Day 23: Quantization Guide
Quantization is a technique that reduces model size and memory usage by lowering the precision of model weights. It is the key technology that makes it possible to run a 70B model on consumer GPUs.
Precision Level Comparison
The number of bits used to represent each number affects both the model’s size and performance. FP32 (32-bit) is the most accurate but the largest, while INT4 (4-bit) is the smallest but has slight quality loss.
# Model size and performance comparison by precision level
precision_table = {
"Precision": ["FP32", "FP16", "INT8", "INT4"],
"Bits/value": ["32bit", "16bit", "8bit", "4bit"],
"7B size": ["28GB", "14GB", "7GB", "3.5GB"],
"13B size": ["52GB", "26GB", "13GB", "6.5GB"],
"70B size": ["280GB", "140GB", "70GB", "35GB"],
"Quality loss": ["None", "Nearly none", "Minimal", "Slight"],
"Inference speed": ["Slow", "Fast", "Very fast", "Fastest"],
}
for key, values in precision_table.items():
print(f"{key:16} | {' | '.join(values)}")
Loading 4-bit/8-bit with bitsandbytes
The simplest quantization method is to quantize the model on the fly when loading it via bitsandbytes.
from transformers import AutoModelForCausalLM, BitsAndBytesConfig
import torch
# 8-bit quantization (INT8)
model_8bit = AutoModelForCausalLM.from_pretrained(
"meta-llama/Llama-3.1-8B-Instruct",
load_in_8bit=True,
device_map="auto",
)
print(f"8-bit memory: {model_8bit.get_memory_footprint() / 1e9:.1f} GB")
# 4-bit quantization (NF4 - the method used in QLoRA)
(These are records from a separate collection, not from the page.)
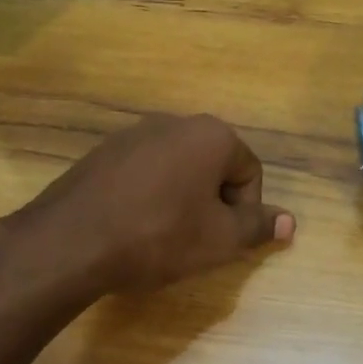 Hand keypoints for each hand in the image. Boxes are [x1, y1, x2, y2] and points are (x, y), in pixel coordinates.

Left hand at [0, 113, 293, 301]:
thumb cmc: (159, 236)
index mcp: (211, 135)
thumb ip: (258, 226)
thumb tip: (291, 222)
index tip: (223, 241)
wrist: (71, 241)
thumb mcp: (219, 240)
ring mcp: (133, 133)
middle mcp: (174, 122)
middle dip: (214, 203)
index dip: (245, 211)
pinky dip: (149, 196)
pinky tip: (133, 226)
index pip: (250, 171)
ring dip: (182, 199)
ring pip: (178, 168)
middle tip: (197, 241)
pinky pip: (144, 172)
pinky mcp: (103, 152)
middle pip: (214, 165)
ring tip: (163, 236) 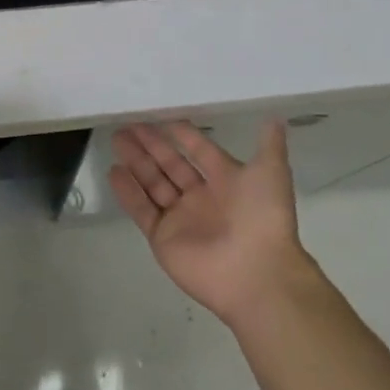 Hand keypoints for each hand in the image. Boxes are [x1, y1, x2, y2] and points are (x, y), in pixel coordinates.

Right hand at [110, 119, 314, 330]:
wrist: (256, 273)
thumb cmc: (263, 217)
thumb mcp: (272, 172)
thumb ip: (270, 144)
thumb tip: (276, 118)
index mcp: (226, 180)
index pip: (199, 150)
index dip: (182, 134)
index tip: (161, 116)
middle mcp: (201, 197)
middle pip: (170, 164)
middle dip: (150, 144)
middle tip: (128, 124)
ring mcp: (180, 218)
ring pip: (153, 183)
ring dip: (135, 161)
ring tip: (117, 138)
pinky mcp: (163, 238)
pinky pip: (142, 210)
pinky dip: (128, 192)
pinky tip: (113, 170) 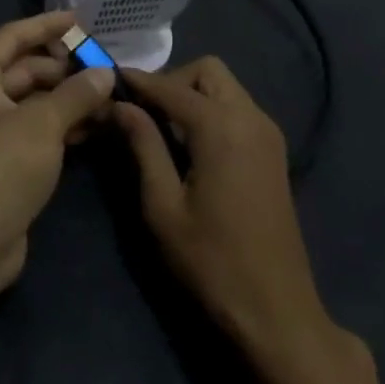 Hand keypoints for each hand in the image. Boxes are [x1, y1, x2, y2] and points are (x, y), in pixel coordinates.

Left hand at [0, 10, 115, 300]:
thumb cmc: (2, 166)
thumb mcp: (43, 123)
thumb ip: (76, 93)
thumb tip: (104, 73)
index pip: (14, 36)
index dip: (47, 25)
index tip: (81, 19)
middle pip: (26, 68)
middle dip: (65, 67)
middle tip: (105, 66)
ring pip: (35, 101)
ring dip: (69, 97)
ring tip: (109, 97)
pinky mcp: (6, 160)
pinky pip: (38, 129)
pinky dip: (63, 124)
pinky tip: (95, 127)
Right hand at [114, 58, 353, 383]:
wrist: (277, 312)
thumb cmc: (212, 261)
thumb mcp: (163, 205)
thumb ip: (143, 145)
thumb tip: (120, 105)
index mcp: (222, 127)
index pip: (170, 87)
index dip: (137, 82)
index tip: (108, 81)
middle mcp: (250, 118)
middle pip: (207, 71)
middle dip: (172, 81)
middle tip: (143, 112)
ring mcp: (268, 134)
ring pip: (225, 87)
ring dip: (192, 94)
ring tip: (161, 127)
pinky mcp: (274, 152)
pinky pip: (237, 108)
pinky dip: (211, 110)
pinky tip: (190, 143) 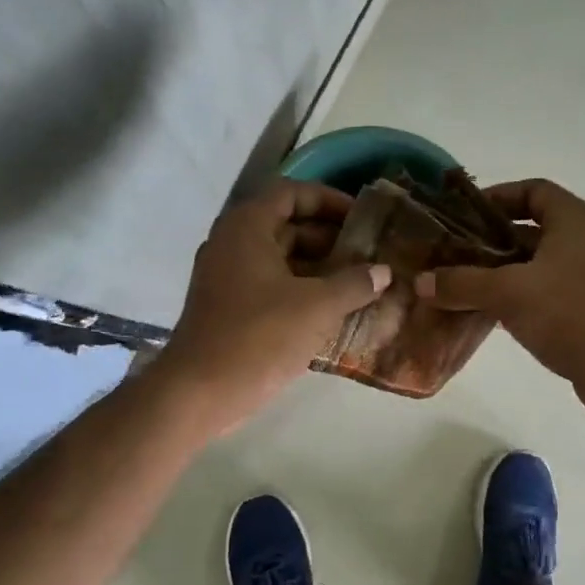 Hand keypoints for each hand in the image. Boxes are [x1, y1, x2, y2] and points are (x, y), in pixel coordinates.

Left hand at [158, 179, 391, 435]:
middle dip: (330, 239)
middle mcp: (232, 244)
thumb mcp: (318, 306)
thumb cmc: (260, 336)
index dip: (330, 201)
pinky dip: (301, 292)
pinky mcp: (228, 308)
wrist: (201, 391)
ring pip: (280, 260)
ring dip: (318, 269)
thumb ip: (354, 283)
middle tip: (368, 255)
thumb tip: (383, 271)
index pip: (292, 193)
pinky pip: (271, 287)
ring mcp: (227, 278)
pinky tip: (333, 312)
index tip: (362, 218)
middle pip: (287, 226)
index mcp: (247, 227)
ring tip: (359, 284)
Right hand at [416, 178, 584, 410]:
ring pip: (537, 264)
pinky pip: (547, 290)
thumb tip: (421, 282)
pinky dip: (519, 296)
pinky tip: (489, 312)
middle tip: (454, 255)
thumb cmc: (569, 312)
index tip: (465, 215)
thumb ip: (462, 284)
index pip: (533, 191)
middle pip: (532, 230)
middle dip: (491, 242)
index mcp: (575, 220)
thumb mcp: (508, 293)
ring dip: (502, 273)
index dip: (497, 197)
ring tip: (463, 285) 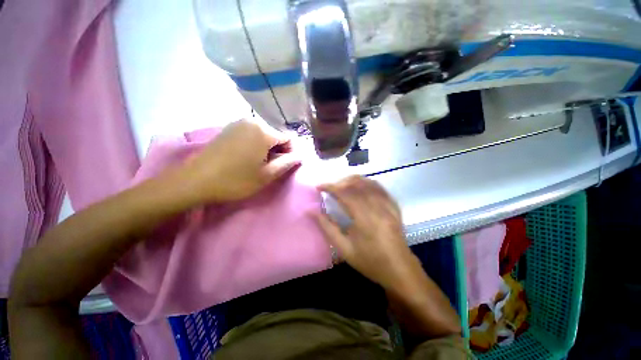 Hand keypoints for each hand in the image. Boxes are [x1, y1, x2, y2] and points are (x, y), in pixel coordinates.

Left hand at [177, 119, 300, 203]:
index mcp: (263, 131)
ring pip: (263, 135)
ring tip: (257, 164)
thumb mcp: (267, 175)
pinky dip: (255, 145)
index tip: (282, 167)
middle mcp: (252, 121)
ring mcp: (238, 123)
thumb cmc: (236, 180)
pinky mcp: (228, 128)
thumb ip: (287, 163)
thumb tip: (300, 156)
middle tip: (269, 168)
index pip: (288, 138)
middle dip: (277, 150)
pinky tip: (246, 158)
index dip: (289, 153)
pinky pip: (251, 134)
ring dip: (266, 149)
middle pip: (275, 135)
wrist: (196, 181)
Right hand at [312, 176, 418, 289]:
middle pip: (357, 184)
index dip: (330, 187)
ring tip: (342, 186)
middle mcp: (378, 207)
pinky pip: (380, 188)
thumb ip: (327, 227)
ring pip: (369, 183)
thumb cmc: (369, 262)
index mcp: (364, 218)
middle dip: (340, 183)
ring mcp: (388, 205)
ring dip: (353, 181)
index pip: (345, 193)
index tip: (319, 186)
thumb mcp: (344, 249)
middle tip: (330, 189)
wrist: (399, 270)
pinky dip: (367, 183)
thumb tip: (312, 211)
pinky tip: (360, 187)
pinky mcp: (394, 206) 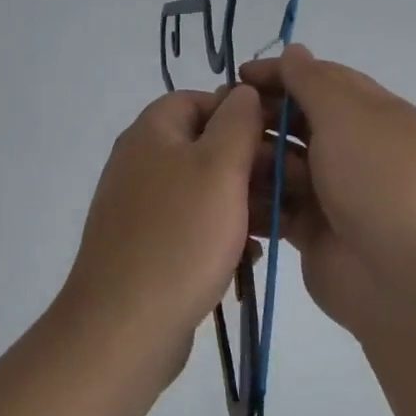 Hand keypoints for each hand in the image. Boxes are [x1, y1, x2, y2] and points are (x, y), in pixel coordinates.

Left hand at [60, 85, 265, 357]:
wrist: (125, 325)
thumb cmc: (180, 236)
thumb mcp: (219, 167)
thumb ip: (237, 121)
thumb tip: (241, 90)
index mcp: (152, 133)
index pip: (199, 100)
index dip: (241, 113)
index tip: (278, 140)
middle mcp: (140, 163)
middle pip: (204, 146)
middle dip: (249, 163)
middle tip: (290, 187)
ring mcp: (141, 207)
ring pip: (204, 190)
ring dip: (242, 203)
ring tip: (274, 226)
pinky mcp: (148, 246)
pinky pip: (193, 226)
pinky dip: (221, 234)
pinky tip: (248, 258)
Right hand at [241, 45, 415, 334]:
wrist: (401, 277)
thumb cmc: (377, 180)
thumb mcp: (348, 115)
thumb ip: (314, 81)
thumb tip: (294, 50)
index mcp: (374, 115)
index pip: (323, 81)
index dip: (282, 74)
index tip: (239, 77)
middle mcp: (356, 150)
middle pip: (300, 121)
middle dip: (263, 117)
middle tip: (223, 119)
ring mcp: (335, 192)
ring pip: (284, 163)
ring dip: (257, 158)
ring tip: (227, 160)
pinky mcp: (314, 229)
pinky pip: (278, 204)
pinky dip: (257, 198)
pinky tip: (228, 194) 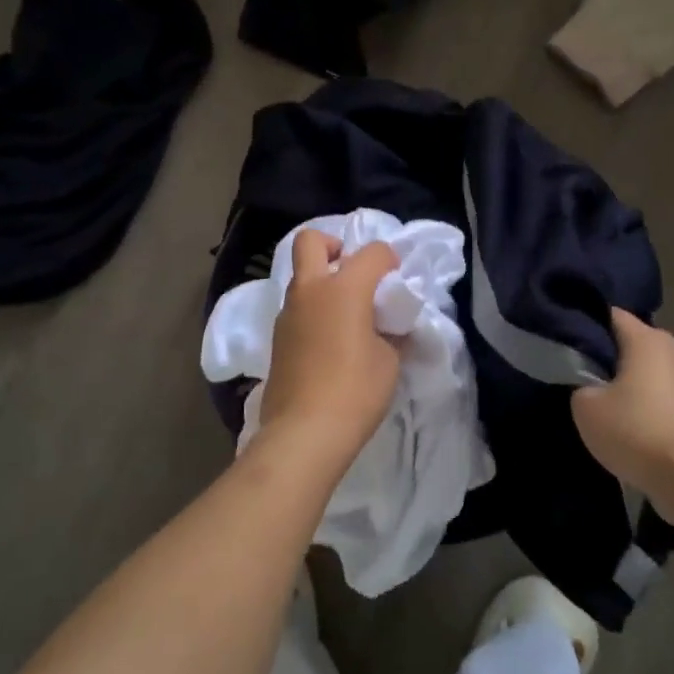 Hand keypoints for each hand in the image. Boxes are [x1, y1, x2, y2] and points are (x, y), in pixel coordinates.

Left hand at [253, 230, 402, 478]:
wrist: (304, 432)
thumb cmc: (356, 391)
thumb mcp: (389, 361)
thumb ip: (389, 334)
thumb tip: (386, 329)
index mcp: (344, 288)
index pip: (371, 253)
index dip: (389, 259)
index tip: (396, 278)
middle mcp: (310, 291)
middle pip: (311, 241)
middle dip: (334, 246)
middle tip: (353, 273)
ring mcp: (288, 314)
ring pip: (301, 278)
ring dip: (322, 283)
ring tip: (346, 316)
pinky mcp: (277, 338)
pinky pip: (297, 309)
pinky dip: (313, 311)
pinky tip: (330, 341)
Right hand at [572, 309, 673, 498]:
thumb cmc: (635, 430)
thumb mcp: (585, 406)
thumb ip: (579, 383)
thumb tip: (588, 383)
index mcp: (647, 339)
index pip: (609, 314)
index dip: (583, 322)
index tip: (561, 337)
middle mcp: (671, 351)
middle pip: (628, 342)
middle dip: (603, 354)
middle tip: (573, 370)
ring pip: (643, 370)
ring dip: (622, 381)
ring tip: (596, 399)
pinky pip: (656, 394)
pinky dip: (640, 402)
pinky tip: (622, 421) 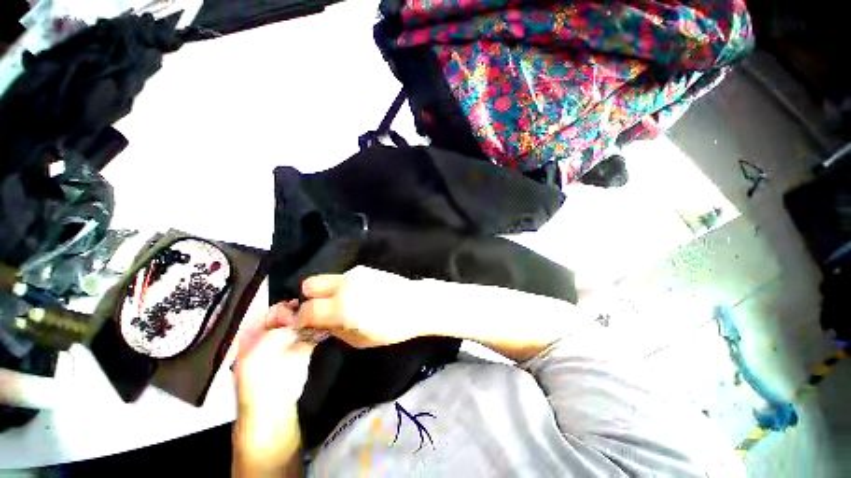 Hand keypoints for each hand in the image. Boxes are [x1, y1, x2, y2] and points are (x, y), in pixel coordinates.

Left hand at [233, 302, 312, 476]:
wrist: (273, 409)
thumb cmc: (259, 382)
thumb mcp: (261, 352)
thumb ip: (278, 329)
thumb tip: (295, 311)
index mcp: (253, 337)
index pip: (267, 313)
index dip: (281, 305)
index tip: (297, 300)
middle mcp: (271, 337)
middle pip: (286, 316)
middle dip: (299, 309)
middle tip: (313, 304)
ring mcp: (288, 343)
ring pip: (300, 323)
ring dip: (310, 317)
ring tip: (322, 309)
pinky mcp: (303, 350)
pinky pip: (311, 333)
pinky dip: (318, 327)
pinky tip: (326, 322)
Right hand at [294, 266, 425, 347]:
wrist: (416, 303)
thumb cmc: (391, 327)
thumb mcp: (359, 340)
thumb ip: (335, 331)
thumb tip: (321, 325)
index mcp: (340, 306)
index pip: (306, 310)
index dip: (301, 319)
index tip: (306, 325)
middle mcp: (343, 285)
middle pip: (310, 284)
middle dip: (310, 298)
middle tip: (322, 310)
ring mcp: (354, 273)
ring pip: (329, 280)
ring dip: (330, 291)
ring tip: (347, 303)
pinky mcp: (365, 269)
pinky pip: (345, 277)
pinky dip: (345, 286)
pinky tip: (362, 294) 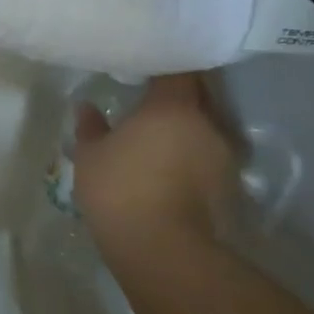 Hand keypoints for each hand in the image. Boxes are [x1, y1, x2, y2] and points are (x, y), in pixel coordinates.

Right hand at [74, 72, 235, 262]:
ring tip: (161, 135)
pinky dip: (193, 155)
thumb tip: (85, 107)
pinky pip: (209, 156)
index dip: (165, 66)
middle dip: (179, 94)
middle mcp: (207, 123)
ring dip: (188, 127)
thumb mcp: (90, 156)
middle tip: (152, 98)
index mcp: (173, 106)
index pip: (179, 70)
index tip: (147, 68)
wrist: (159, 247)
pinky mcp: (228, 185)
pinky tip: (172, 165)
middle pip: (199, 95)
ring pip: (207, 127)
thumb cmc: (119, 189)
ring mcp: (223, 156)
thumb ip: (90, 127) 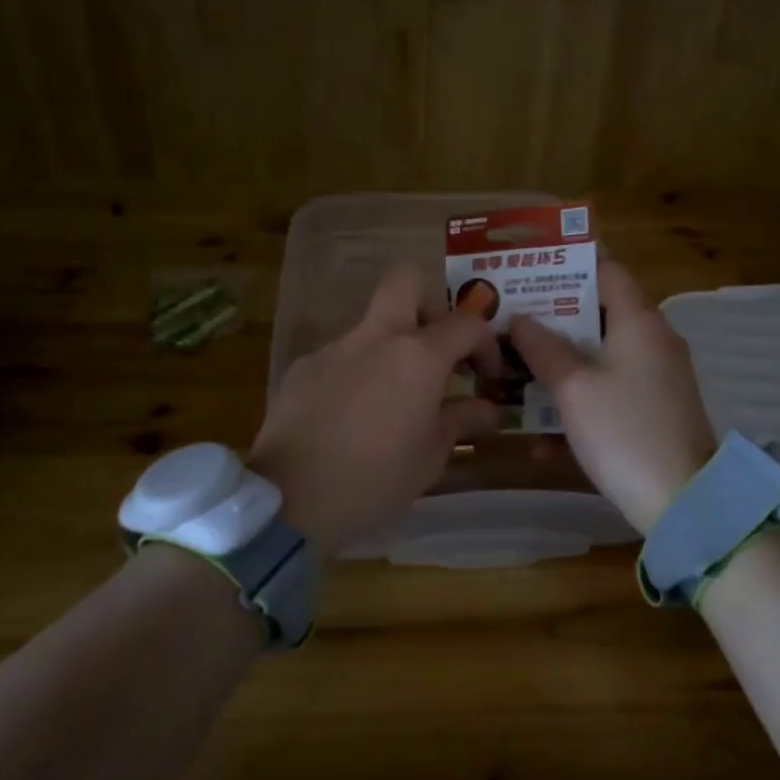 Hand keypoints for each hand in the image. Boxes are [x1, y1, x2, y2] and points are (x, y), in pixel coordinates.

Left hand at [250, 265, 504, 555]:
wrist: (290, 500)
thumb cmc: (375, 480)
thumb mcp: (431, 456)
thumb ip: (462, 421)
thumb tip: (489, 409)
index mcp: (417, 356)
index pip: (466, 324)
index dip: (485, 343)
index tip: (485, 375)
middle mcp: (375, 337)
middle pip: (406, 280)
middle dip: (430, 300)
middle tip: (436, 344)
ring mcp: (333, 348)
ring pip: (371, 325)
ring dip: (390, 348)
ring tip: (391, 401)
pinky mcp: (302, 368)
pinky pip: (340, 357)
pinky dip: (356, 374)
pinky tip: (349, 418)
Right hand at [509, 262, 716, 535]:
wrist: (683, 502)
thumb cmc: (624, 430)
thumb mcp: (574, 387)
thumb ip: (543, 348)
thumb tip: (520, 319)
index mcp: (639, 322)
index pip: (606, 270)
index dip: (567, 268)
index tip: (527, 274)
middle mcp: (652, 342)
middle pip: (597, 316)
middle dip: (550, 322)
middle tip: (507, 325)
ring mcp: (655, 379)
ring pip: (597, 359)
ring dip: (557, 369)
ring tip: (512, 377)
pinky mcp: (652, 412)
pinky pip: (608, 395)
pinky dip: (578, 407)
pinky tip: (541, 442) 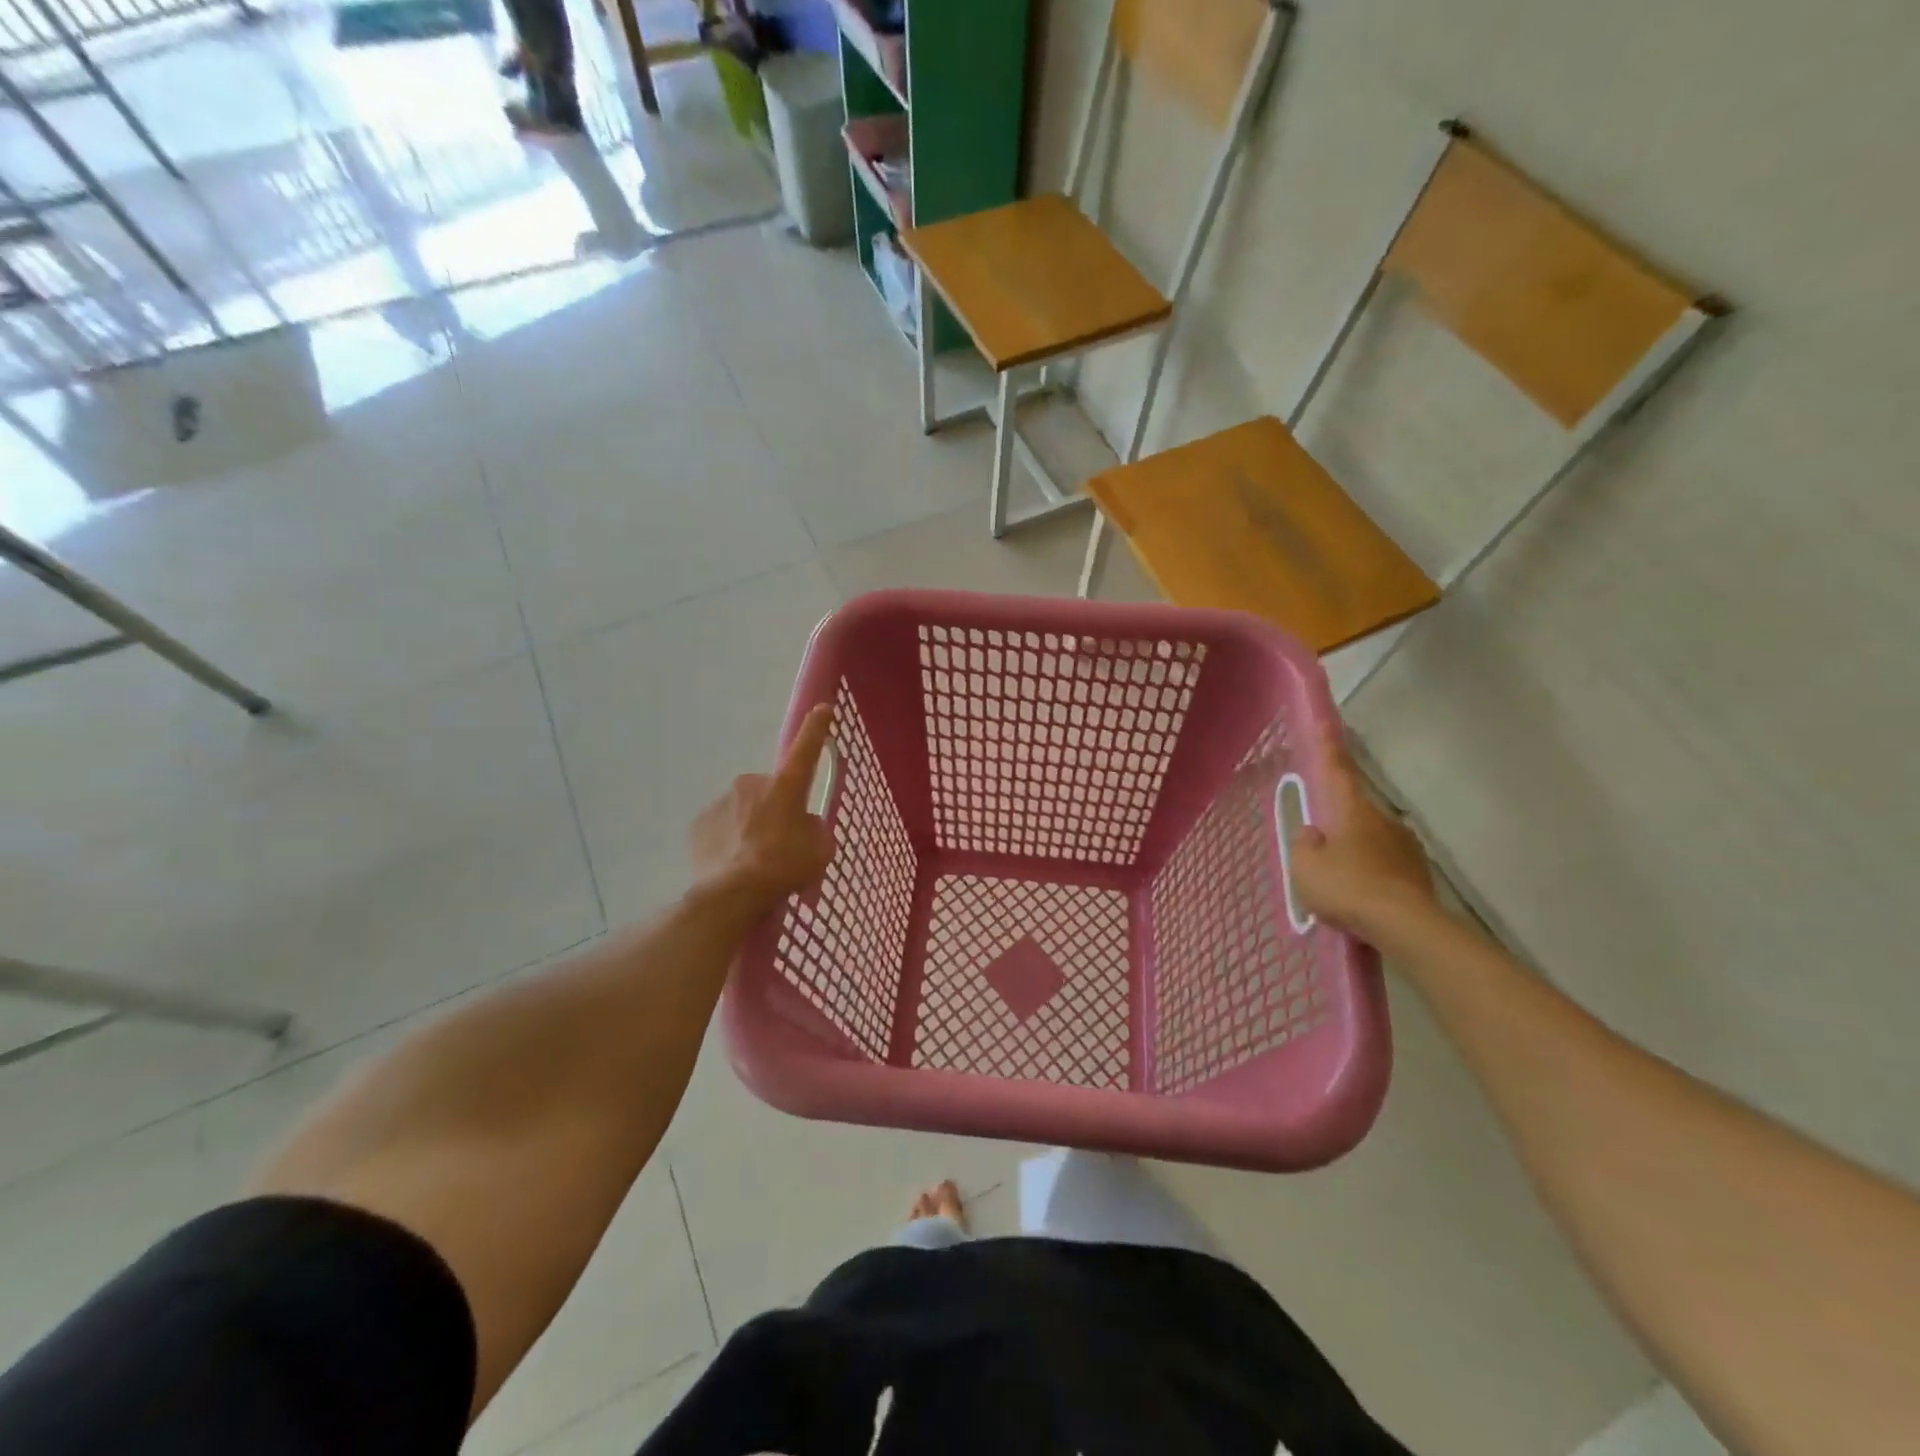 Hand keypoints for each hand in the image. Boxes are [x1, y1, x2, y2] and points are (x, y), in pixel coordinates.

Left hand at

bnb_config = BitsAndBytesConfig(
load_in_4bit=True,
bnb_4bit_quant_type="nf4",
bnb_4bit_compute_dtype=torch.bfloat16,
bnb_4bit_use_double_quant=True, # Double quantization for additional savings
)
model_4bit = AutoModelForCausalLM.from_pretrained(
"meta-llama/Llama-3.1-8B-Instruct",
quantization_config=bnb_config,
device_map="auto",
)
print(f"4-bit memory: {model_4bit.get_memory_footprint() / 1e9:.1f} GB")
GGUF Format and llama.cpp
GGUF (GPT-Generated Unified Format) is the format used by llama.cpp, enabling LLM execution even on CPU. It provides various quantization levels (Q2_K ~ Q8_0).
# GGUF quantization using llama.cpp
# Step 1: Install llama.cpp
# git clone https://github.com/ggerganov/llama.cpp
# cd llama.cpp && make
# Step 2: Convert HF model to GGUF
# python convert_hf_to_gguf.py ../model_path --outtype f16 --outfile model.gguf
# Step 3: Run quantization
# ./llama-quantize model.gguf model-q4_k_m.gguf Q4_K_M
# GGUF quantization level comparison
gguf_levels = {
"Quantization": ["Q2_K", "Q3_K_M", "Q4_K_M", "Q5_K_M", "Q6_K", "Q8_0"],
"Bits": ["2bit", "3bit", "4bit", "5bit", "6bit", "8bit"],
"7B size": ["2.7GB","3.3GB", "4.1GB", "4.8GB", "5.5GB","7.2GB"],
"Quality": ["Low", "Fair", "Good", "Very good","Excellent","Near lossless"],
"Recommended": ["Not recommended","Limited","General use","High quality","High quality","When memory allows"],
}
for key, vals in gguf_levels.items():
print(f"{key:14} | {' | '.join(vals)}")
AWQ and GPTQ Quantization
AWQ (Activation-aware Weight Quantization) and GPTQ quantize more precisely based on training data to minimize quality loss.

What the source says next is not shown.